This should not have worked. FX’s Fargo — a limited-run series “original adaptation” of the Coen Brothers’ seminal 1996 film, which had its season finale last night — should not have been good. Carrying over many character types, plot tropes, and thematic ideas from the movie, it should have been a lazy cash-in or a failed experiment, ala the TV adaptations of Crash and Traffic after their Oscar-winning successes. But that was not the case. Just the opposite. In stunning fashion, Fargo was one of the best things I’ve seen on TV this year.
It would be a disservice to the excellent writing of Noah Hawley, a TV writer who cut his teeth on Bones of all shows, to summarize the ten weeks of expert plotting and carefully-sketched characterization. Much better to watch it than hear it from me. I’ll leave the trailer here to give you a taste.
Fargo has two qualities that are worth some praise here and now, though. Firstly, FX made clear from the onset that this story would be told in just ten episodes and none of the characters would necessarily return in subsequent seasons, and that is some sort of genius. It may have been to protect their pocketbooks, but it was also a tremendous boon to the writing. The narrative stakes were substantially heightened because we in the audience knew there was a definite end-date to the plot. A well-crafted scene with a protagonist in danger took on unnerving weight because, well, there was no guarantee that any characters will be seen again after the finale. Imagine Game of Thrones with in its final season and you are near the tension Fargo squeezed out of its bloodily gut-churning setpieces.
Secondly, I admire its gentle rebuke of the prevailing moral and gender order of today’s TV dramas. Not to knock them, but shows like Mad Men, True Detective, Breaking Bad, and the aforementioned Game of Thrones have created a TV drama landscape ruled by visions of male violence, vainglory, and dominance. None of those shows embrace those creeds, exactly, but making characters like Walter White, Rust Cohle, and Tyrion Lannister the centerpieces still creates an environment where the male gaze and prerogative are never really undercut because they still drive the narrative, even while the shows critique that paradigm.
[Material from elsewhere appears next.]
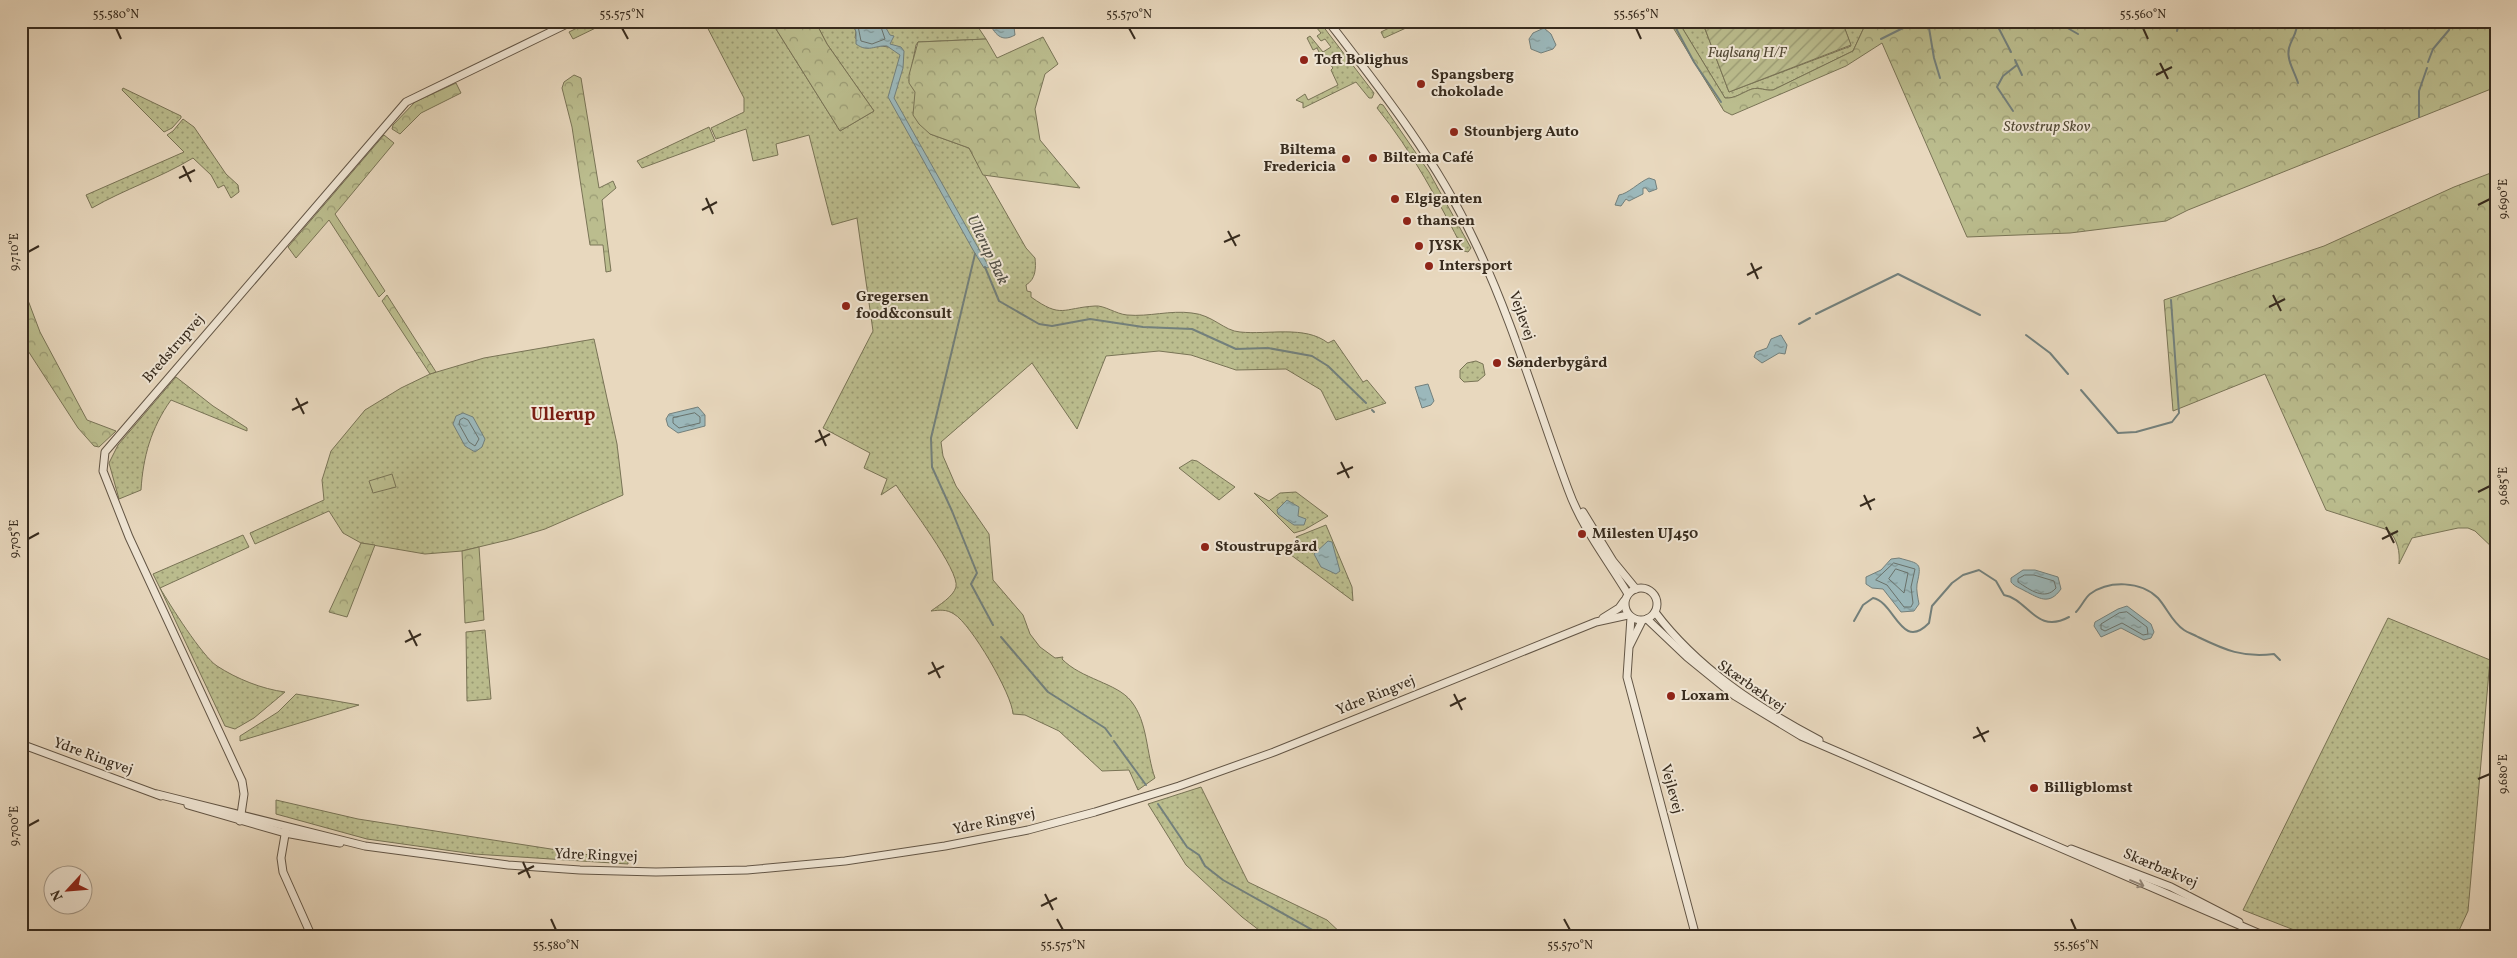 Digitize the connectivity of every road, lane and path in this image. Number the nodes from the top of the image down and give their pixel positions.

By contrast, Fargo takes place in the Coens’ rigid moral universe. As wonderfully laid out by Tasha Robinson at The Dissolve earlier this year, the Coens’ films (and this TV spin-off) are populated by men like Walt, Rust, or Tyrion, but never as protagonists. Their universe may be empty and justice may be a fleeting illusion, but decency is still an organizing and prevailing force. The wicked may succeed — and even thrive for a time — but their own selfishness renders them beyond the caring of a community, thus dooming them beyond redemption. In Fargo, that’s Lester Nygaard (Martin Freeman), who begins as a blandly frustrated insurance salesman but who morphs into a man of unfathomable cruelty and cowardice through his own selfish and deflecting nature. By the mid-point of the series he has committed acts of desperate villainy. By the end of episode nine he had cruelly planned an innocent person’s death in an act of cowardly evil. At this point I really wanted him to die, truth be told.
Happily, the show’s true center is not Lester but Bemidji Deputy Officer Molly Solverson (Allison Tolman, a Second City Training Center alum in her first major role!). A seemingly nondescript woman in a small town, she becomes the beating heart of the show by displaying endless reserves of grit, warmth, and intelligence in her pursuit of justice — a quest that most of the men around her would rather ignore or hinder because they lack her inner fire. Like Marge Gunderson from the original film, she is that rarest of things in serious American media and art: a woman of smarts, self-assurance, and resourcefulness who suffers no qualms about her feminity or her inherent goodness.
Despite long odds, Fargo is one of the best shows I’ve seen this year. It expands a classic movie into a grander vision of the intractable collision between the selfish and selfless who characterize so much of American society. It was incredible to watch over the past ten weeks, and I cannot encourage our readers to watch it more strongly.